­­­La redención no llega a Marbella, mi pueblo. Ernest Hemingway, a través de uno de sus personajes favoritos, Robert Jordan, en Por quién doblan las campanas, se preguntaba si había un pueblo peor tratado por sus clases dirigentes que el español. Otro americano, también escritor, Paul Theroux, también se preguntaba sobre las motivaciones del ensañamiento de los que estaban convirtiendo las costas del Mediterráneo español y algunos de los paisajes más hermosos de las riberas de este mar nuestro en una pesadilla de cemento. Con una brutalidad que parecía copiada de la de los saqueadores coloniales de hace un par de siglos. Tan miope como perversa.

Acabo de regresar de un viaje que ha durado algo más de dos semanas. El retorno a mi pueblo, Marbella, ha tenido momentos surrealistas. Un viaje hacia atrás en el túnel del tiempo. Me encuentro con una intensa polémica en las calles y plazas de esta ciudad, depositaria de un pasado tan prodigioso como difícil de comprender para las élites que nos controlan. Me comentan convecinos y amigos que el actual equipo de gobierno del Ayuntamiento de Marbella, del Partido Popular, está entusiasmado con el descubrimiento de un nuevo filón. Según me dicen, muchos temen que podría tratarse de otro nuevo y tóxico maná, como los del caudillo soriano. Y que haría posible el llevar la luz verde municipal a proyectos de torres monstruosas de 50 plantas, repartidas por el término municipal.

Ustedes me perdonarán. Pero es inevitable el recuerdo estremecido de los tiempos no tan lejanos de Jesús Gil, aquel alcalde que inspiró hace diez años uno de los mejores artículos (The man from Marbella) de la historia del semanario The Economist sobre la corrupción. Y lo que ocurrió cuando ésta se instala en una maravillosa y hasta entonces modélica ciudad turística española. Los mismos tiempos que inspiraron un año antes al maestro Félix Bayón otro artículo brillantísimo, Yo sobreviví a Gil, cuyas líneas finales no puedo de dejar de citar hoy: «Es imposible huir del gilismo. Aunque le lluevan las condenas, Gil ha terminado imponiéndose. Ha ganado. Hay que reconocerlo.»

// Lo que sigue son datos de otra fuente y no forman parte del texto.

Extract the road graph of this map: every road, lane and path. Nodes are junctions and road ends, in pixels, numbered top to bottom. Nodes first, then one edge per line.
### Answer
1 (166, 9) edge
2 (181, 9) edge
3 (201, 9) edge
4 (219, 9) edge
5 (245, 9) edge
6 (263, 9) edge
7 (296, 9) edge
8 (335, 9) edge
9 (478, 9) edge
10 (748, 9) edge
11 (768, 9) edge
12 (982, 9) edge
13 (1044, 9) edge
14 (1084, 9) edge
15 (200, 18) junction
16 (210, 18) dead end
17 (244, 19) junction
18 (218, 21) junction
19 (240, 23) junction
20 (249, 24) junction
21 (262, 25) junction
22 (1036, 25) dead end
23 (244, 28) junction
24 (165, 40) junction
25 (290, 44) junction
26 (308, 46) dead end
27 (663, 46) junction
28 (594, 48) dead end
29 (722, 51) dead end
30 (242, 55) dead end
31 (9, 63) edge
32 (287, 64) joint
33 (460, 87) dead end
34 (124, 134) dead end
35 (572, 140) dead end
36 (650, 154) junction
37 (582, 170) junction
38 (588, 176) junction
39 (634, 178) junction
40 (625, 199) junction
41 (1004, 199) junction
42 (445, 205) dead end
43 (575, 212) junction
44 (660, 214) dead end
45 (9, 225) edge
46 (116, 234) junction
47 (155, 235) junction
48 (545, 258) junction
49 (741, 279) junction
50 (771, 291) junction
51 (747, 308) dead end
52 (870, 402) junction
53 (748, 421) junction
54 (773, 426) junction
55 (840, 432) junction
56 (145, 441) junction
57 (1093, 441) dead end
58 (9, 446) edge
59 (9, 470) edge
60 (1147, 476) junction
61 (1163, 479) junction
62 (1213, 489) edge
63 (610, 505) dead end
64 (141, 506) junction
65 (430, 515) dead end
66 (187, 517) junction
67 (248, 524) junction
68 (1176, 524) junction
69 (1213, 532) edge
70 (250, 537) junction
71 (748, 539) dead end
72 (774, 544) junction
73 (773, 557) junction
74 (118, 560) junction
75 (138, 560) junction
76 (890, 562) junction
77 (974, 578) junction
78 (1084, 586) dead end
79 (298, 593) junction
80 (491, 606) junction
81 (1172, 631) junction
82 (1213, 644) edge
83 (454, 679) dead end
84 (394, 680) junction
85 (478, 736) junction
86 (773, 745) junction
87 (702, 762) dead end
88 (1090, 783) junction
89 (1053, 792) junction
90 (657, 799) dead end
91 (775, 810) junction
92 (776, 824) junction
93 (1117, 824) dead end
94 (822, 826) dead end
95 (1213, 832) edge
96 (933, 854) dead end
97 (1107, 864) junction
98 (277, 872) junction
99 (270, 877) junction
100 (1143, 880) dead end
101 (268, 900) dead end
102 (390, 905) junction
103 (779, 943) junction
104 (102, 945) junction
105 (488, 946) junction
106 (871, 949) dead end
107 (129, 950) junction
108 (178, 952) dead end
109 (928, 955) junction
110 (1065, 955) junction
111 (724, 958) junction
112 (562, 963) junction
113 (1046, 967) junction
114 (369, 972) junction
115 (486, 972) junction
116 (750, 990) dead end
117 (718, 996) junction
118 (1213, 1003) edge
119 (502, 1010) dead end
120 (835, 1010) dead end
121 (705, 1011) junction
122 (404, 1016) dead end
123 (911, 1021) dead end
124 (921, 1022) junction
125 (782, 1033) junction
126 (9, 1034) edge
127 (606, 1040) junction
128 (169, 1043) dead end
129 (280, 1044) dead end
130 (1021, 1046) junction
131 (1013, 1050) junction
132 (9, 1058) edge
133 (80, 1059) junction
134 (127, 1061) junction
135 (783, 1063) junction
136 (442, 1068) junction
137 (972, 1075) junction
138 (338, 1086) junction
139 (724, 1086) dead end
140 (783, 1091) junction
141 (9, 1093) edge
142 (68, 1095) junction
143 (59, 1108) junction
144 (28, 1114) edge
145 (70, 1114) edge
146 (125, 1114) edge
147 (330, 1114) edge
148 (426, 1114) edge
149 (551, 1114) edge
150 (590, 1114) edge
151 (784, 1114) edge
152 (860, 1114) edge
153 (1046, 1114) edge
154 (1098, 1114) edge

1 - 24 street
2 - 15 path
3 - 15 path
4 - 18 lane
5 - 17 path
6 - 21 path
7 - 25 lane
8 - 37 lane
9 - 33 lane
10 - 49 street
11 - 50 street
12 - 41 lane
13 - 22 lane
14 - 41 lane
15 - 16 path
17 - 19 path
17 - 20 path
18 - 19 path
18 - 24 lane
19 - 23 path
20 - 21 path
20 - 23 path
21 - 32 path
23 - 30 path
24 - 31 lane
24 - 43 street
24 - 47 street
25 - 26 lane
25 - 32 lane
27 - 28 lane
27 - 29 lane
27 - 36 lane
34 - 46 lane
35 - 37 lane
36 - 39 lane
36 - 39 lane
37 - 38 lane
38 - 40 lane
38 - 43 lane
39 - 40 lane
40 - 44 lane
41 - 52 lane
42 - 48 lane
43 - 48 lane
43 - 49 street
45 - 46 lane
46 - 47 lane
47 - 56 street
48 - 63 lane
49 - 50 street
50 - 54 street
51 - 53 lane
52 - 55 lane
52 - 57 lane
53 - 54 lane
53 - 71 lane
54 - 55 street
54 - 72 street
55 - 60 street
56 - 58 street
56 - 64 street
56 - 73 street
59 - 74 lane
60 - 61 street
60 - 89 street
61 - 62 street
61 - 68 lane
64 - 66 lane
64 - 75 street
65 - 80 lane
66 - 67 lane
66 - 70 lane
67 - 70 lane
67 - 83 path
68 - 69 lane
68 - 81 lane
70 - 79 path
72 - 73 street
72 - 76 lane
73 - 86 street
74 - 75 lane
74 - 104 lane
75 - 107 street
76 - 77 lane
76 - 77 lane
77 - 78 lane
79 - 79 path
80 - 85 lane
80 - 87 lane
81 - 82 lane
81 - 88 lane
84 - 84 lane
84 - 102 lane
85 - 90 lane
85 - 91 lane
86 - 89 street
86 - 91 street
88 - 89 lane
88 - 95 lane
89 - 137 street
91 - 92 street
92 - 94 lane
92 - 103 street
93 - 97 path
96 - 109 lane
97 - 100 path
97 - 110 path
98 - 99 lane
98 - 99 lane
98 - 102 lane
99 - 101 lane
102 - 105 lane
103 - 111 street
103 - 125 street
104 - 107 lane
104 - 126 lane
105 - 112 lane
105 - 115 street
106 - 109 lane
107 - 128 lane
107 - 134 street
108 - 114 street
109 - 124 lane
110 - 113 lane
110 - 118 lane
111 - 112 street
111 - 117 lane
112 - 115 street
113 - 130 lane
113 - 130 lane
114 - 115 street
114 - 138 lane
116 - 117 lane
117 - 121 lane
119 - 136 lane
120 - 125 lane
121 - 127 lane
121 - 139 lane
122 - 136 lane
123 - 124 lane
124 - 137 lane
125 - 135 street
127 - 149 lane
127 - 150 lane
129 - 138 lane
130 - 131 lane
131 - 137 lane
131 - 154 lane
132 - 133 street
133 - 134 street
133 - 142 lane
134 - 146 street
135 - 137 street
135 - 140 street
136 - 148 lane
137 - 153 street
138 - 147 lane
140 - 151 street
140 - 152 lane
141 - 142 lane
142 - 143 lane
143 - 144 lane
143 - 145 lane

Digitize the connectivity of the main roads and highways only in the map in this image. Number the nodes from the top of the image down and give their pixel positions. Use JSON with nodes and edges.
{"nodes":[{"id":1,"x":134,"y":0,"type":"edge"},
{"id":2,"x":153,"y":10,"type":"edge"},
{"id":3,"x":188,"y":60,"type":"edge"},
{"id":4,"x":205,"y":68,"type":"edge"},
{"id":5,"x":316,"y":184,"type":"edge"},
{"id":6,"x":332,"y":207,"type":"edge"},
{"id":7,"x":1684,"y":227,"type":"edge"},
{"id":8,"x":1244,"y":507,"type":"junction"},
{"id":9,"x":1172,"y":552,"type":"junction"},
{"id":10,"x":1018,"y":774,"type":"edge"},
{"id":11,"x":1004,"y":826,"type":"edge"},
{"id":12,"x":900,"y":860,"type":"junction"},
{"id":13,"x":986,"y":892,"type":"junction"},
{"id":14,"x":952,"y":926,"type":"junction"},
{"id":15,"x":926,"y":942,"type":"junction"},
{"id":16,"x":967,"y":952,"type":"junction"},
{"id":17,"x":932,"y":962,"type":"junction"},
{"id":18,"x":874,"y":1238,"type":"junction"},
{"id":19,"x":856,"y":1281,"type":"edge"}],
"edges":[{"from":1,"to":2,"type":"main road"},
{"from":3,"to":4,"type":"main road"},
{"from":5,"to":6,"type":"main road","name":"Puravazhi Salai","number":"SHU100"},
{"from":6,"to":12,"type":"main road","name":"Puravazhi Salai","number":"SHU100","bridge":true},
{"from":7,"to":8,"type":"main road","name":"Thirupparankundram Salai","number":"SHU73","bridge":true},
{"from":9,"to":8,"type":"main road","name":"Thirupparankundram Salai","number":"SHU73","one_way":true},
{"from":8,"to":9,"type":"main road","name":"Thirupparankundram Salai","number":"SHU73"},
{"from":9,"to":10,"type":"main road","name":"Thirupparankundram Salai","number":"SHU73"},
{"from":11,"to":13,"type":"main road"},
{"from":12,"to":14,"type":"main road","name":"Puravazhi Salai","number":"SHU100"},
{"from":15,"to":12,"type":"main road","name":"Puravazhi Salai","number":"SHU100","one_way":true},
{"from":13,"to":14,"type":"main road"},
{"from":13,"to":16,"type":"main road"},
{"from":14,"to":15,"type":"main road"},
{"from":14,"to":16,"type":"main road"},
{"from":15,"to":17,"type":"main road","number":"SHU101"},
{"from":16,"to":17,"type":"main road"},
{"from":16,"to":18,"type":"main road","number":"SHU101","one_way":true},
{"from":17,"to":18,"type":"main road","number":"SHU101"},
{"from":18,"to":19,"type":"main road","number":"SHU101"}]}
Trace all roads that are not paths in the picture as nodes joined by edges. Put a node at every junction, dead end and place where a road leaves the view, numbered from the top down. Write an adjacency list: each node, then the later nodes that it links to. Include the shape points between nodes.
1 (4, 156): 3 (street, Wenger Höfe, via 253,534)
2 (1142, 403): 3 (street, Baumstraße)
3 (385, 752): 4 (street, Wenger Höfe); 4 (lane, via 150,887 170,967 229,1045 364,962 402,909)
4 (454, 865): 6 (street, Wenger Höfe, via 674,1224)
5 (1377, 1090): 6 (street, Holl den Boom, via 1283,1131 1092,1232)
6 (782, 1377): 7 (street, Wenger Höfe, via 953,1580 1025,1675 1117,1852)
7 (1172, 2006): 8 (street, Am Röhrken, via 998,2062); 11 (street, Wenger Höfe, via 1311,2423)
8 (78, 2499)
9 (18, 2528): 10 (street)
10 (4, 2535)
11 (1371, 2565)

En el otro extremo del espectro, me cuentan buenos amigos ginebrinos, a los que conocí en las reuniones de trabajo de la Convención Europea del Paisaje, que están de enhorabuena. Hace escasamente un par de semanas, los ciudadanos de Ginebra, consultados por su ayuntamiento, han votado a favor de garantías totales de conservación, sin fisuras, de todas las zonas verdes que bordean el lago Lemán. Actuaciones como ésta nos permiten comprender lo que hace posible que la industria turística helvética sea la más sólida y la más rentable del planeta. Aparte de la más veterana. Los ciudadanos suizos saben que con sus patrimonios colectivos, con las cosas de comer, las de ellos y las de sus descendientes, no se juega.

También ocurrió algo parecido en Goa, la antigua colonia portuguesa en tierras de la India. El pueblo se echó a la calle para rechazar las atrocidades urbanísticas que las autoridades de esa provincia india pretendían imponerles. Los ciudadanos de Goa sabían que su ciudad y su entorno eran una joya turística, en muchos aspectos única. Como Marbella lo ha sido y debe seguir siéndolo. Parece que ellos, como los ginebrinos, también sabían que con las cosas de comer no se juega. Al final ganaron. Y el resto del mundo también.